Start of Exercise input

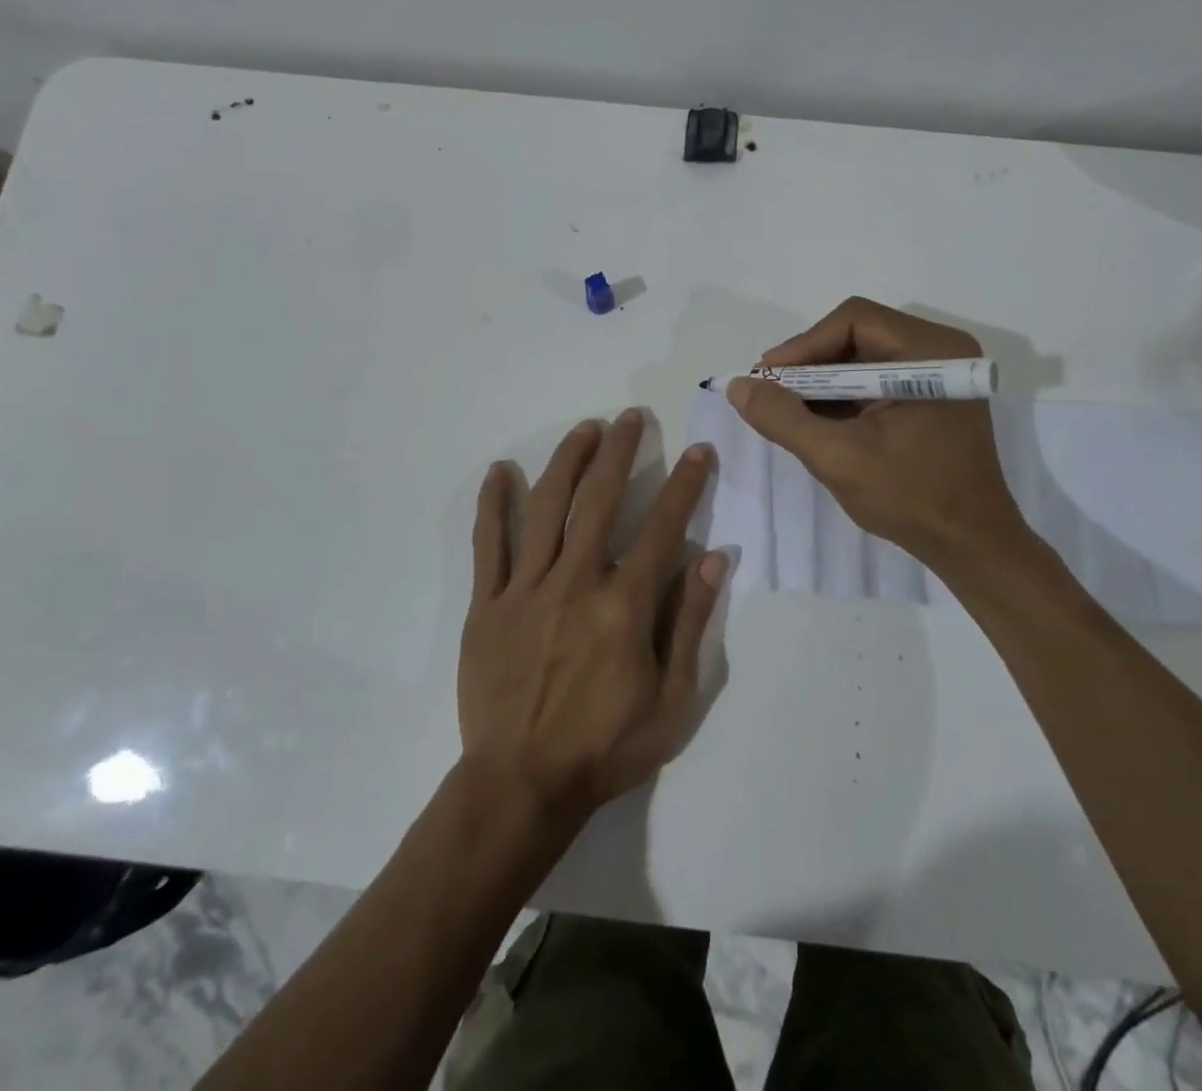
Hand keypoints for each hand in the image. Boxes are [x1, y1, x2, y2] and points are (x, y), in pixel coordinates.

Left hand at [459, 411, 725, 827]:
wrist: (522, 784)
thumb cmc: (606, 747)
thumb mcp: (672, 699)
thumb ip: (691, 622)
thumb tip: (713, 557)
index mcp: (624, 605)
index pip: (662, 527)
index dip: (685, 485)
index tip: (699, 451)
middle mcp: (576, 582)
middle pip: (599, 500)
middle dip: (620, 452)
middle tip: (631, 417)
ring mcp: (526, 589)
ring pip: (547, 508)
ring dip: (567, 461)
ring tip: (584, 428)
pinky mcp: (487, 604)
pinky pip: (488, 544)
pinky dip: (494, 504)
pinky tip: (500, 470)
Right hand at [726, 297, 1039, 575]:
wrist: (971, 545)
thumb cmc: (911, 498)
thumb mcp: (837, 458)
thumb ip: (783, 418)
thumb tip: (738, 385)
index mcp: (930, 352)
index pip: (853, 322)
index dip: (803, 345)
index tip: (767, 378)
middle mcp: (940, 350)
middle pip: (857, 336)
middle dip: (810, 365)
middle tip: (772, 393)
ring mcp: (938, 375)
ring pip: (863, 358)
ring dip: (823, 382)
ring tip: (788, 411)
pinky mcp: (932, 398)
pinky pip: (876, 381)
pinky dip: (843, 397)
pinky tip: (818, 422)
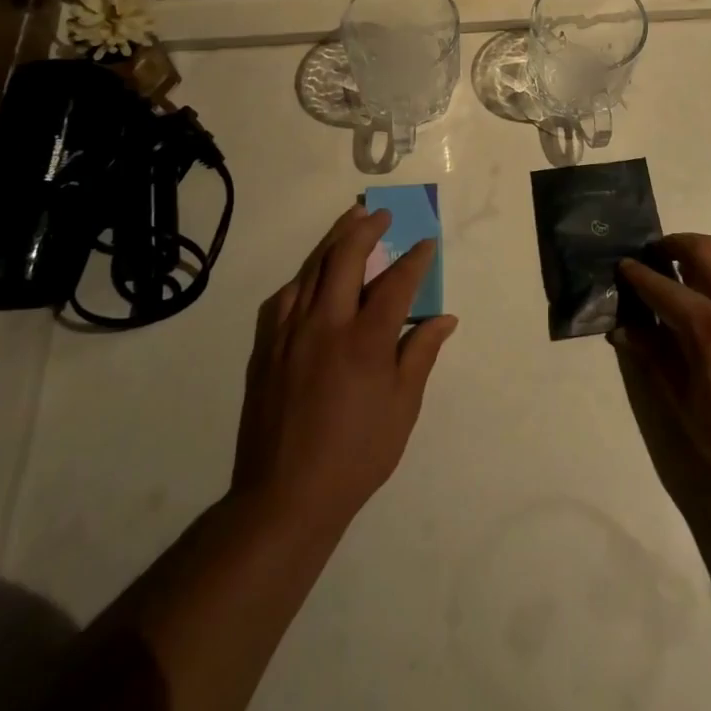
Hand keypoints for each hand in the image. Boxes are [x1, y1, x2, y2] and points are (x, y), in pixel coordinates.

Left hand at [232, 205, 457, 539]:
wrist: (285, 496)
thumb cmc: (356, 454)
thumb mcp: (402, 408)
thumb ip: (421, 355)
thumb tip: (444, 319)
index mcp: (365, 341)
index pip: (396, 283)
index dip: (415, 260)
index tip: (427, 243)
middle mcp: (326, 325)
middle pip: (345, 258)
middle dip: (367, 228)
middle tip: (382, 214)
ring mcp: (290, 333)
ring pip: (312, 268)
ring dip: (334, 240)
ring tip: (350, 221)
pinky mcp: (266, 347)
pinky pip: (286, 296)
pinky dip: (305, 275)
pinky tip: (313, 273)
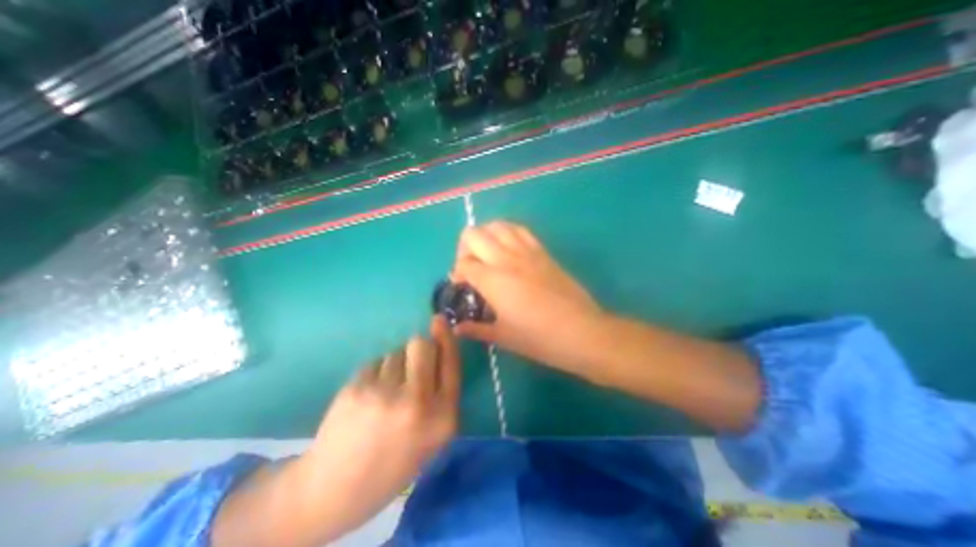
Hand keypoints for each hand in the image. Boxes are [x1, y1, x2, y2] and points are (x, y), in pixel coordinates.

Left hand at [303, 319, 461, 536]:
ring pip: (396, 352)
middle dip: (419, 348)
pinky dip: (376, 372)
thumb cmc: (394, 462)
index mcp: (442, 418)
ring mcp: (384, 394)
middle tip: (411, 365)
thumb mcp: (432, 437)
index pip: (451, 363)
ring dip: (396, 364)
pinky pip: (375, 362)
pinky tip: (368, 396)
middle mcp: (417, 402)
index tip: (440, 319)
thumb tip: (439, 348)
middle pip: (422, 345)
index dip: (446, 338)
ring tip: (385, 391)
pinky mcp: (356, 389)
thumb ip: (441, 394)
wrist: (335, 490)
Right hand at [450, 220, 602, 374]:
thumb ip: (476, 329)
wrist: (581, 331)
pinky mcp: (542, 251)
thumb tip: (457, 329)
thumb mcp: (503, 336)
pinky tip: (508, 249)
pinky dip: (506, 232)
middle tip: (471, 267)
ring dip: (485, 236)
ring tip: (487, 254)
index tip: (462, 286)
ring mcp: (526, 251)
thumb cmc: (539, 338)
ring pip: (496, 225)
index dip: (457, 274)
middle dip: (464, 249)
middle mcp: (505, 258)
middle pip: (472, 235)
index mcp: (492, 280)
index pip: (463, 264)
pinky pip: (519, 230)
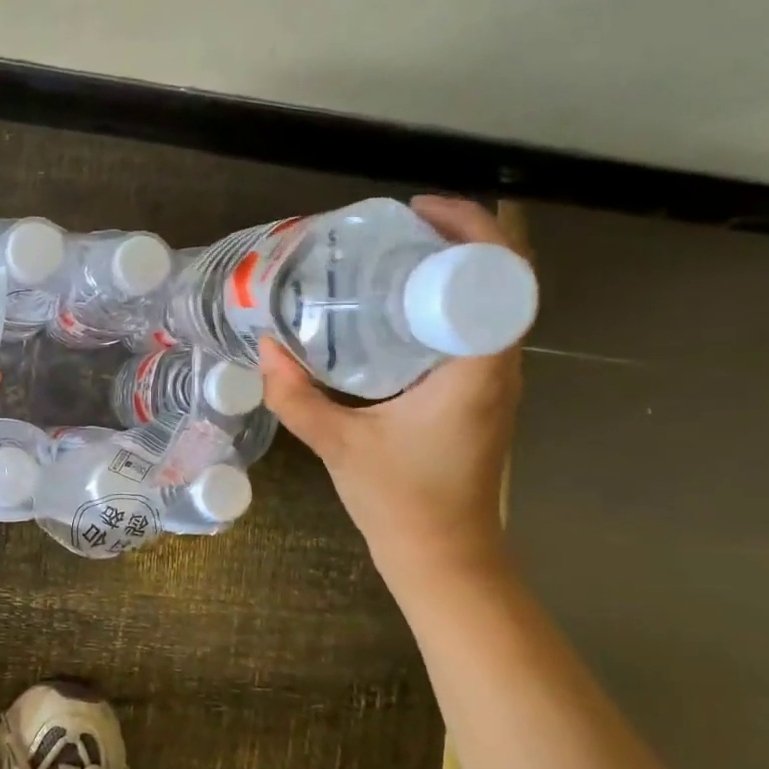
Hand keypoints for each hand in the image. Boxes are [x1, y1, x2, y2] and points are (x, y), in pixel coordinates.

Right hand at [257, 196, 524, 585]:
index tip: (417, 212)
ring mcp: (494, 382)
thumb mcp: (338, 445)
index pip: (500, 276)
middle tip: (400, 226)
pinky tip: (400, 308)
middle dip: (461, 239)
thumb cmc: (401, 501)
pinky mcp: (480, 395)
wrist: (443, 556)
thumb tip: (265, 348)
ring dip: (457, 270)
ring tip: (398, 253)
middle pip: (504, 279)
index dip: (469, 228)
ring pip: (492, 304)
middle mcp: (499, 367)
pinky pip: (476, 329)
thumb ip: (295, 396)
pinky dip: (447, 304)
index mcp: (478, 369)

End of Exercise input

* Work item *
Going back over the entries above, copy word for word every line from the one that has "wrist: (522, 784)" on through the one that has "ring dip: (567, 461)".

* Output of the exercise *
wrist: (522, 784)
thumb cmc: (606, 747)
thumb mcp: (672, 699)
thumb ip: (691, 622)
thumb tip: (713, 557)
index mcp: (624, 605)
index pip: (662, 527)
index dip: (685, 485)
index tip: (699, 451)
middle mcp: (576, 582)
middle pip: (599, 500)
middle dip: (620, 452)
middle tip: (631, 417)
ring mcp: (526, 589)
ring pip: (547, 508)
ring dip: (567, 461)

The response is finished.